• _Problem to solve_
From the records below, return every line containing the word "Jornalista".

[Saved entries]
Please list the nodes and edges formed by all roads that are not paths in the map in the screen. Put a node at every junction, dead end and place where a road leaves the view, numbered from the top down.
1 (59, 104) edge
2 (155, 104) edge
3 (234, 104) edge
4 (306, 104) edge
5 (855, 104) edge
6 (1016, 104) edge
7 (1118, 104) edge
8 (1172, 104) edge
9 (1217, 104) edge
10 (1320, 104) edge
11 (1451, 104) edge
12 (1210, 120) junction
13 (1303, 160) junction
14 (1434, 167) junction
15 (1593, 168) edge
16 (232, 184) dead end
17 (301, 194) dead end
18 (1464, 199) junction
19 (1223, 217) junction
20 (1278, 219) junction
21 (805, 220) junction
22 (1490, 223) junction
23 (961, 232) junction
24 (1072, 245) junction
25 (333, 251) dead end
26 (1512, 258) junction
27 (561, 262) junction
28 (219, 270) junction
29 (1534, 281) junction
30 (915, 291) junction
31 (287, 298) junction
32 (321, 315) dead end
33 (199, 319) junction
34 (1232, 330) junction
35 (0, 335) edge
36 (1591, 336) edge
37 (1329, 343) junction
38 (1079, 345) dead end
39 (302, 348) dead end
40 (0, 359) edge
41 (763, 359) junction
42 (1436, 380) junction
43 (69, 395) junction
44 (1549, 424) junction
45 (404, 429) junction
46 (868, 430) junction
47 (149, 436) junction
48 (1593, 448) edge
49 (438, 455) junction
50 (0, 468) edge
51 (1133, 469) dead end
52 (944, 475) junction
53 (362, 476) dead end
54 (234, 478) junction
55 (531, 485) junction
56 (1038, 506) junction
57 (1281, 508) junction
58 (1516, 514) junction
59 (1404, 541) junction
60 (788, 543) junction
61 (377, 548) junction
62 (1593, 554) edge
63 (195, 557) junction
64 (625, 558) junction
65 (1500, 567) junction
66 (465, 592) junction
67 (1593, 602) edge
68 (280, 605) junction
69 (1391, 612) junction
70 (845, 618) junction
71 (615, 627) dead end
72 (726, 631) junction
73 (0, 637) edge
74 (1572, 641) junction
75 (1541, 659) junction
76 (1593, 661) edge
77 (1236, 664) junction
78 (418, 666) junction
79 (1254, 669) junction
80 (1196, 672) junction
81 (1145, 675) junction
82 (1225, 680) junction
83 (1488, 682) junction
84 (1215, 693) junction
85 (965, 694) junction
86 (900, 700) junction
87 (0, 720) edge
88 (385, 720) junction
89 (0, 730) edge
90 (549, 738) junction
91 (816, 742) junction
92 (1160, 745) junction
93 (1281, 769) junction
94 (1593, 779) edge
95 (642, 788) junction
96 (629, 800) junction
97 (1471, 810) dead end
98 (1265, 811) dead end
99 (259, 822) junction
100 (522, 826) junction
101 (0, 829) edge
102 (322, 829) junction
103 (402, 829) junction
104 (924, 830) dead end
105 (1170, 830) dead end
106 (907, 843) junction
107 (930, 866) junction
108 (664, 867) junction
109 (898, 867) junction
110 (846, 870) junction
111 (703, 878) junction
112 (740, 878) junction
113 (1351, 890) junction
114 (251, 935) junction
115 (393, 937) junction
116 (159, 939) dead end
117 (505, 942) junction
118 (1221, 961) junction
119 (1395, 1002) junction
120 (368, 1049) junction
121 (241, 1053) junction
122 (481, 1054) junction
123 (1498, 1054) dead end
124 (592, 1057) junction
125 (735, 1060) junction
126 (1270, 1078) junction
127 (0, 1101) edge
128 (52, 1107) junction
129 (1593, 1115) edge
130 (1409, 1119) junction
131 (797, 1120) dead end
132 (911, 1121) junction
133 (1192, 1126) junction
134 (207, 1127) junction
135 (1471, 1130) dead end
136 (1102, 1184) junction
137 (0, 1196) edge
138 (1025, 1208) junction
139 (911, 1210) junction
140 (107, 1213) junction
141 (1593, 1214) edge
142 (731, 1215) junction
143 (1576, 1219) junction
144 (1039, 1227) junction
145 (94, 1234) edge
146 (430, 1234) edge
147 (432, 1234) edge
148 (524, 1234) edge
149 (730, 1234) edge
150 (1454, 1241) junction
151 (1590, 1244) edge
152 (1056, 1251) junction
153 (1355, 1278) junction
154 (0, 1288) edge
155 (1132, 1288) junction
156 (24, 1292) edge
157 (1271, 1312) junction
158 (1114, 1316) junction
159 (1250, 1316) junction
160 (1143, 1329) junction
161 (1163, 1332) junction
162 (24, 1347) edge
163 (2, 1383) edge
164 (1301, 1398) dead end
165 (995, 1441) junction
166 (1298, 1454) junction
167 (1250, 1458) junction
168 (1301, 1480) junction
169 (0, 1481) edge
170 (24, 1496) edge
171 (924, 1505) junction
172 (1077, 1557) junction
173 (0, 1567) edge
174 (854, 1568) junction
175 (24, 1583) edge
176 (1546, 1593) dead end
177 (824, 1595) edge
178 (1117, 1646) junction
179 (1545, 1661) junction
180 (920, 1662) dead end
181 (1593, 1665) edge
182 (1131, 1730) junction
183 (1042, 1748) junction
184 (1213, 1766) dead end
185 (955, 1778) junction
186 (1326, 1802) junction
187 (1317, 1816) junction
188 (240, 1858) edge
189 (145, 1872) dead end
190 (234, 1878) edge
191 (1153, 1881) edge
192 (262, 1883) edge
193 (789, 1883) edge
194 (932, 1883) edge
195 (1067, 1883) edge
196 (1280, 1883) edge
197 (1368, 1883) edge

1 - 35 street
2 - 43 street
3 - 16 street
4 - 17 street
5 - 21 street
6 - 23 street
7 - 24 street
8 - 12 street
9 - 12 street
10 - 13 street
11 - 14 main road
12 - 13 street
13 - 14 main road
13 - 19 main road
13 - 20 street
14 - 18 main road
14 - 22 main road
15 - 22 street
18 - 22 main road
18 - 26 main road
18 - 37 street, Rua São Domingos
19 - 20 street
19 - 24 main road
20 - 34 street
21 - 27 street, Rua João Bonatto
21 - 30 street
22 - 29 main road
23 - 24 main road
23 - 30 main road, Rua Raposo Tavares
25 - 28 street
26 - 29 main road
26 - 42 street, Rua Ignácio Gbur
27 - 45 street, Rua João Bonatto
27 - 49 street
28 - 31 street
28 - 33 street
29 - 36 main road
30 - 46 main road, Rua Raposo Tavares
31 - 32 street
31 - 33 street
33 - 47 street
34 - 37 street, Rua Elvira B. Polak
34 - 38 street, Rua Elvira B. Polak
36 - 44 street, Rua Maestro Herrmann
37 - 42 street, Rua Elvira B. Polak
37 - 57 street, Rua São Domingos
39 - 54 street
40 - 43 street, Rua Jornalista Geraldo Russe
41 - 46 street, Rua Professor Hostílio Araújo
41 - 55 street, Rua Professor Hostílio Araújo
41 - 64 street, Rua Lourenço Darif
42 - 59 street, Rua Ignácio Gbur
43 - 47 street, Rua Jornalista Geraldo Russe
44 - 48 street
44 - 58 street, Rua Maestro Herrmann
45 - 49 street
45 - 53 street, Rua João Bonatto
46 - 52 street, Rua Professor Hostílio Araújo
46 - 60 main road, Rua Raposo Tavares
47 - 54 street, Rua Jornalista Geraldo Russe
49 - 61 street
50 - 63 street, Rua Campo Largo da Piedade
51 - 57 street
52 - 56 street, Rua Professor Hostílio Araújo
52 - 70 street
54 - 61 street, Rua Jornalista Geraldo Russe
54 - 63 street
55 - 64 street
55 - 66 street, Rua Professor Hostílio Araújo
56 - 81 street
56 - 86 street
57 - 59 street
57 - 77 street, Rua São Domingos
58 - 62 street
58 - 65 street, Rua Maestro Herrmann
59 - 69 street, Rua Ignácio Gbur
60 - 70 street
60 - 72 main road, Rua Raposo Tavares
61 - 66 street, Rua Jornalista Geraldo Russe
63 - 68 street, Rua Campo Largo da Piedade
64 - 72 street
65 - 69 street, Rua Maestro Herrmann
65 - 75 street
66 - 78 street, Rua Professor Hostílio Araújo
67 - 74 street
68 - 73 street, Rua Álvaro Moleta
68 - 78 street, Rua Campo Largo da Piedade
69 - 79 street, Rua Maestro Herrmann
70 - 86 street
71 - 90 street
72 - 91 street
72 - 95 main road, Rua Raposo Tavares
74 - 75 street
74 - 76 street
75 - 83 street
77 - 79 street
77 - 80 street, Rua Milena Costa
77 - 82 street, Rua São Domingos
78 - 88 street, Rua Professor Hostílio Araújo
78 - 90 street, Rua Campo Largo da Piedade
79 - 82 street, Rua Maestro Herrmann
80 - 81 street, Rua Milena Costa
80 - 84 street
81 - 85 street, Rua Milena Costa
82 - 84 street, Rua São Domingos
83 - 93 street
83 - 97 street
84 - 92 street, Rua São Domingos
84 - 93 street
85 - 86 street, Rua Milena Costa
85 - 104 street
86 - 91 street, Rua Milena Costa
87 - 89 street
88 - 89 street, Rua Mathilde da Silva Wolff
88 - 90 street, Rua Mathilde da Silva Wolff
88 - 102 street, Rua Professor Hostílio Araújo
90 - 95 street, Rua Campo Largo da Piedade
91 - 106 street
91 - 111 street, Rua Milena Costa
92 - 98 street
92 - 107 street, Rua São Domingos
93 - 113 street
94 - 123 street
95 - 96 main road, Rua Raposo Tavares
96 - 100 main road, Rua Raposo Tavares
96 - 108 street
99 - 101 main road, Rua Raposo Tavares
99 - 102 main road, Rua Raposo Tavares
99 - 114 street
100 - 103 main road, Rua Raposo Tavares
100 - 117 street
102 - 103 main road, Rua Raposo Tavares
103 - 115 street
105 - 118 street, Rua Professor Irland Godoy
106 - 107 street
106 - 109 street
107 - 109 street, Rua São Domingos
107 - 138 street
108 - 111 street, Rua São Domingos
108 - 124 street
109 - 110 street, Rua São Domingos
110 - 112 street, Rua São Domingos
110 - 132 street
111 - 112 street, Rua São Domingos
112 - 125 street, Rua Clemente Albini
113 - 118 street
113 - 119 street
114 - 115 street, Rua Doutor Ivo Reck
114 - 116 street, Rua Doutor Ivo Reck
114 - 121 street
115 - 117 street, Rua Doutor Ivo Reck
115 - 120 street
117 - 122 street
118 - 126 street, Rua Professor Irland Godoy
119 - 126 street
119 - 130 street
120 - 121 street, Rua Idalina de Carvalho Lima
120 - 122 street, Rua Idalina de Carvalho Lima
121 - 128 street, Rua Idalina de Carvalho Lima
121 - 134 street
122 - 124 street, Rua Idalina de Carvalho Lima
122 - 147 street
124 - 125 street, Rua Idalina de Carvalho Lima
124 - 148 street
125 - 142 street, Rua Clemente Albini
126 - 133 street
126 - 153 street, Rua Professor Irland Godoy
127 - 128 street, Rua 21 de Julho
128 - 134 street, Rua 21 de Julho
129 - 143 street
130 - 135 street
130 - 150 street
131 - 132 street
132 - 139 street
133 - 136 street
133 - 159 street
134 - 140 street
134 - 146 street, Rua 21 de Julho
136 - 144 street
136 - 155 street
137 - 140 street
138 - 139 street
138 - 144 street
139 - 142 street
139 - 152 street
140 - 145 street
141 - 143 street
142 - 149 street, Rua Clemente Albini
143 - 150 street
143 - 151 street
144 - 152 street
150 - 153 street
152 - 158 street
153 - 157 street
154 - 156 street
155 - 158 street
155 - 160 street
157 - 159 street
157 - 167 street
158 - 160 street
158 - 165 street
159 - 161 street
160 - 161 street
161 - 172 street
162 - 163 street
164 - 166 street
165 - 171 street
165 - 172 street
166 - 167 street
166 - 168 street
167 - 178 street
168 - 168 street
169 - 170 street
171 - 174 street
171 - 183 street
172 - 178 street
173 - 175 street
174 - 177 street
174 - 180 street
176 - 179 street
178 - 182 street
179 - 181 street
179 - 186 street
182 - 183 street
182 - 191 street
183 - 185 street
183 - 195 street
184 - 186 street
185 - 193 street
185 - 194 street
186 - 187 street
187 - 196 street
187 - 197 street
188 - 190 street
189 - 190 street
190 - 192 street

• _Solution to this problem_
40 - 43 street, Rua Jornalista Geraldo Russe
43 - 47 street, Rua Jornalista Geraldo Russe
47 - 54 street, Rua Jornalista Geraldo Russe
54 - 61 street, Rua Jornalista Geraldo Russe
61 - 66 street, Rua Jornalista Geraldo Russe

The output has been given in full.